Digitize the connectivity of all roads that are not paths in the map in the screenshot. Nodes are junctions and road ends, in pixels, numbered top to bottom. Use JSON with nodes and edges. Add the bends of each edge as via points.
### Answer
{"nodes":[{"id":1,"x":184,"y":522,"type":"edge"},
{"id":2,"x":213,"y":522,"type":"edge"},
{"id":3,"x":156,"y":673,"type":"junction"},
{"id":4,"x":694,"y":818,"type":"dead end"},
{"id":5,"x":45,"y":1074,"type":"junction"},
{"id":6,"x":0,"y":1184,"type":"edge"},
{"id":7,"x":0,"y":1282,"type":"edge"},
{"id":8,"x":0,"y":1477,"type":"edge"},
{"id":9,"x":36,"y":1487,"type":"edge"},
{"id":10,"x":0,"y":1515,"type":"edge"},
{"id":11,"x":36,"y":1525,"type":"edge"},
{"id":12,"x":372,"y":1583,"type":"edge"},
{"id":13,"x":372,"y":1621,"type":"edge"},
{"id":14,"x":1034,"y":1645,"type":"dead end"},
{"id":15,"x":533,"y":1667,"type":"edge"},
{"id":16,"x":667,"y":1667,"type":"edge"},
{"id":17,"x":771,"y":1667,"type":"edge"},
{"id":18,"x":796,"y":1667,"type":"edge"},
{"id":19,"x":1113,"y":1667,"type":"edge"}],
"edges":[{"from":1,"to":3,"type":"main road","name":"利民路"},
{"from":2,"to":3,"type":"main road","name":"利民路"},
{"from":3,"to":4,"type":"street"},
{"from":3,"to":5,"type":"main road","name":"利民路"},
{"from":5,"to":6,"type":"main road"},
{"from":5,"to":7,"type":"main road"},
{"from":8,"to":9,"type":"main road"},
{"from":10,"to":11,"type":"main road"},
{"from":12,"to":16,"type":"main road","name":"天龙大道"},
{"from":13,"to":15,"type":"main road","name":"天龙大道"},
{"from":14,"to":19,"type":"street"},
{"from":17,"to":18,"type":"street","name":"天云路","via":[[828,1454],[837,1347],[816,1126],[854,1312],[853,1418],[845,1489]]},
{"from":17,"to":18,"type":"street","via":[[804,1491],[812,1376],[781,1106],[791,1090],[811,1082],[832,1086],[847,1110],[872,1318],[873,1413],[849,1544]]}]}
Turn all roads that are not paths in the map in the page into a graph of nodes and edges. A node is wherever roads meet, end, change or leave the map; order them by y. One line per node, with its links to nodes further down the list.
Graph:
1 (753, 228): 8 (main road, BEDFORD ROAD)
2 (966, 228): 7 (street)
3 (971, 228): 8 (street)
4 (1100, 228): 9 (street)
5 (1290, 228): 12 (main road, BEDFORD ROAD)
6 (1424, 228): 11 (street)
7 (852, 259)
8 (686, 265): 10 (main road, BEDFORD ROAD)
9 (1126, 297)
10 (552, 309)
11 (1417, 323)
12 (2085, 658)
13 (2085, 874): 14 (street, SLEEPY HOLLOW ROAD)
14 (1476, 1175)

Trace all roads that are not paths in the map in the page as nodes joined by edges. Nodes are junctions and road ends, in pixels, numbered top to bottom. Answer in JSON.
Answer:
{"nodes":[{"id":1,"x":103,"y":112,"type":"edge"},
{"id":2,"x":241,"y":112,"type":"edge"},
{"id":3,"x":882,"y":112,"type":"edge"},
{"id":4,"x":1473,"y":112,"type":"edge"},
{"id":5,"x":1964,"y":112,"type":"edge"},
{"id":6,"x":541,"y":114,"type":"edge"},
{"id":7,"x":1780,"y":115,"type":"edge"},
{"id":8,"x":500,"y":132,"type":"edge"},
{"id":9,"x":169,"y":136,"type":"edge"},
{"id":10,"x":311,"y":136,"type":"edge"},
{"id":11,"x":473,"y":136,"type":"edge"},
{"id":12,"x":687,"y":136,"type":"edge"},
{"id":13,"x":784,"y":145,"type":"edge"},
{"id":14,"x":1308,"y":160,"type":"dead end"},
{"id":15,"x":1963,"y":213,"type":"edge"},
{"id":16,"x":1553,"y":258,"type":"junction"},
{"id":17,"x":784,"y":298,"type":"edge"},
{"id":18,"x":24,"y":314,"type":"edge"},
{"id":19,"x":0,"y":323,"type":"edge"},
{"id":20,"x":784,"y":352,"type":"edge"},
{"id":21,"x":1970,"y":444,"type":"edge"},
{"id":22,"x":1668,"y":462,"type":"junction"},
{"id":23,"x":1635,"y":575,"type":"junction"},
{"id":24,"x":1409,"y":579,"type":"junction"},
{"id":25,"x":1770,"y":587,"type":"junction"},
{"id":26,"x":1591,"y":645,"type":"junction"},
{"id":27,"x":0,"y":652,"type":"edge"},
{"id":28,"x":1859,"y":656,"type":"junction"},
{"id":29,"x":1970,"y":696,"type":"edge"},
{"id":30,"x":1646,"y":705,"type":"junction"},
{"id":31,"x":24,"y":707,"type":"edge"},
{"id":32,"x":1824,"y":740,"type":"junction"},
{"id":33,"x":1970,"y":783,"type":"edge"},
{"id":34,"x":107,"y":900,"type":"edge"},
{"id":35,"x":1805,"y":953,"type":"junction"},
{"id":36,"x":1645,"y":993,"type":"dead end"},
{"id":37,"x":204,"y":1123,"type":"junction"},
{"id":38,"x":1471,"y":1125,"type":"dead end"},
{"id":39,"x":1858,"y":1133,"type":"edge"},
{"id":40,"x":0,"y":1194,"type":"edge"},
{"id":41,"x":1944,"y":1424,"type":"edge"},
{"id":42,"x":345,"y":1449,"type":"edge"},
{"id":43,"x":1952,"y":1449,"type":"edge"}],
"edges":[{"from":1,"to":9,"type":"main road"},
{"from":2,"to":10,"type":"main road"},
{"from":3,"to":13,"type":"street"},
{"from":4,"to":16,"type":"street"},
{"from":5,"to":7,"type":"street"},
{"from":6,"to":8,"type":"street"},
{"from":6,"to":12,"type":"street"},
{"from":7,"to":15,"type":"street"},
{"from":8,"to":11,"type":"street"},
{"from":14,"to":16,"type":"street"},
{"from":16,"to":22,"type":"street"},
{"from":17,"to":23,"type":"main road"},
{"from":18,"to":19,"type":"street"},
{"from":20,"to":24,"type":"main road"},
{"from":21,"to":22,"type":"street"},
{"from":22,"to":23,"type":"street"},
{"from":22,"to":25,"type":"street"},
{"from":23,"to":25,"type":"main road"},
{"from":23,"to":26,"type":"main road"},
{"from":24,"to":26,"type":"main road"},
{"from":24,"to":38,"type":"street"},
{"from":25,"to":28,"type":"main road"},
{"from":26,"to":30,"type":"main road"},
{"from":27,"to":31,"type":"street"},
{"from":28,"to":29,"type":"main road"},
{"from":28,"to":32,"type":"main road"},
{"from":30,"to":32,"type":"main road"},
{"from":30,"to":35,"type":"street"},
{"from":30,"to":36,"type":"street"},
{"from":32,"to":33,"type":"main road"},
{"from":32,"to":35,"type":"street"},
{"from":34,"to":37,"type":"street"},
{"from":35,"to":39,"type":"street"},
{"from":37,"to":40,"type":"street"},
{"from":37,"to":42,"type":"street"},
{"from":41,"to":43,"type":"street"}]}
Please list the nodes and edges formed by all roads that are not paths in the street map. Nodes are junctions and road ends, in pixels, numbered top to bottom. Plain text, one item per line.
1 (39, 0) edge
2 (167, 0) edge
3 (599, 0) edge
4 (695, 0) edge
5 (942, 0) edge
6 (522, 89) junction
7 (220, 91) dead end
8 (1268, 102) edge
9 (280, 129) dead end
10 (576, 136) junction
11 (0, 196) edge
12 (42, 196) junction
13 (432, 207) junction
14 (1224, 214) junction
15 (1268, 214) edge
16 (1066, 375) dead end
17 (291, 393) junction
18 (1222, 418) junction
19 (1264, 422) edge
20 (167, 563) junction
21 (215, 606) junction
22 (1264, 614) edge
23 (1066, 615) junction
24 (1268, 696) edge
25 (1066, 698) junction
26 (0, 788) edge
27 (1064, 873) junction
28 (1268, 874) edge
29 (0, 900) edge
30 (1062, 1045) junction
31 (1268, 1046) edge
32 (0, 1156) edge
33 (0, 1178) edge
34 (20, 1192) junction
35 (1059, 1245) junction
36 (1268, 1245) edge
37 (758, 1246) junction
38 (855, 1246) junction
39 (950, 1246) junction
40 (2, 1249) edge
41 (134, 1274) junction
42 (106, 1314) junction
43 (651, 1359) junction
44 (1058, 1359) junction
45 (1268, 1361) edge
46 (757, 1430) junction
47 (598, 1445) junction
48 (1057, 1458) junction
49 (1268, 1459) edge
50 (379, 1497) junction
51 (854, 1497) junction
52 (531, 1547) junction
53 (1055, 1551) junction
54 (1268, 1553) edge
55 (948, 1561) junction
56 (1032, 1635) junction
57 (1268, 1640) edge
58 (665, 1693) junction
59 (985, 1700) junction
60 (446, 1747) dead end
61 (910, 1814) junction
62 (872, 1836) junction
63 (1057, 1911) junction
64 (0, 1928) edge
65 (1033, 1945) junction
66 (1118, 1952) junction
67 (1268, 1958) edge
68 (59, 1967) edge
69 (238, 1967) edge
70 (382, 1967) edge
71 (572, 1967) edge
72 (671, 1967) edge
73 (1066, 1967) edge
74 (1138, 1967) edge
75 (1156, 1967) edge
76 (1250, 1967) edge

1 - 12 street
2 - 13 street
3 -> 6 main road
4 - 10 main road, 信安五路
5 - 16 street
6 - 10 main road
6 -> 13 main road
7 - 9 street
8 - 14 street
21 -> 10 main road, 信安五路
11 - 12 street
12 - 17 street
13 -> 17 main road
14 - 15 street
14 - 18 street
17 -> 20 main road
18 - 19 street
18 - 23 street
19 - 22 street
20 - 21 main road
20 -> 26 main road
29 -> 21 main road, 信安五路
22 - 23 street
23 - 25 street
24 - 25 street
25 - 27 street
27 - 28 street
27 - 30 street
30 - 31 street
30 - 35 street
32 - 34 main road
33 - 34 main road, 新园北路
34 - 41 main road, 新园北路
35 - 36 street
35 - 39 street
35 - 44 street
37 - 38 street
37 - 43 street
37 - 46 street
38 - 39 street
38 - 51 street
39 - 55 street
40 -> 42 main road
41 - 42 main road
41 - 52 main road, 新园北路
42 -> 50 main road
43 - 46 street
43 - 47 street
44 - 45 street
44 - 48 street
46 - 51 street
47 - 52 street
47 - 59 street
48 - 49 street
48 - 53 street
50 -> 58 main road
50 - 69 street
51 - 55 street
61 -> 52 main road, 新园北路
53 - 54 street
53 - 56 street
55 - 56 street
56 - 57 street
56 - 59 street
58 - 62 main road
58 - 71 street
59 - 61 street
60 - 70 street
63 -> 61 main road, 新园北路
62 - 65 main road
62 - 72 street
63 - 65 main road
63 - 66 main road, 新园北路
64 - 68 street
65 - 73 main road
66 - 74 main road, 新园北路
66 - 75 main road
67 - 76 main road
※ ※ ※
- **Your goal**:
Count every line in the listing that holds the word "numbered". Report the count and nothing else.

- **Written reply**:
3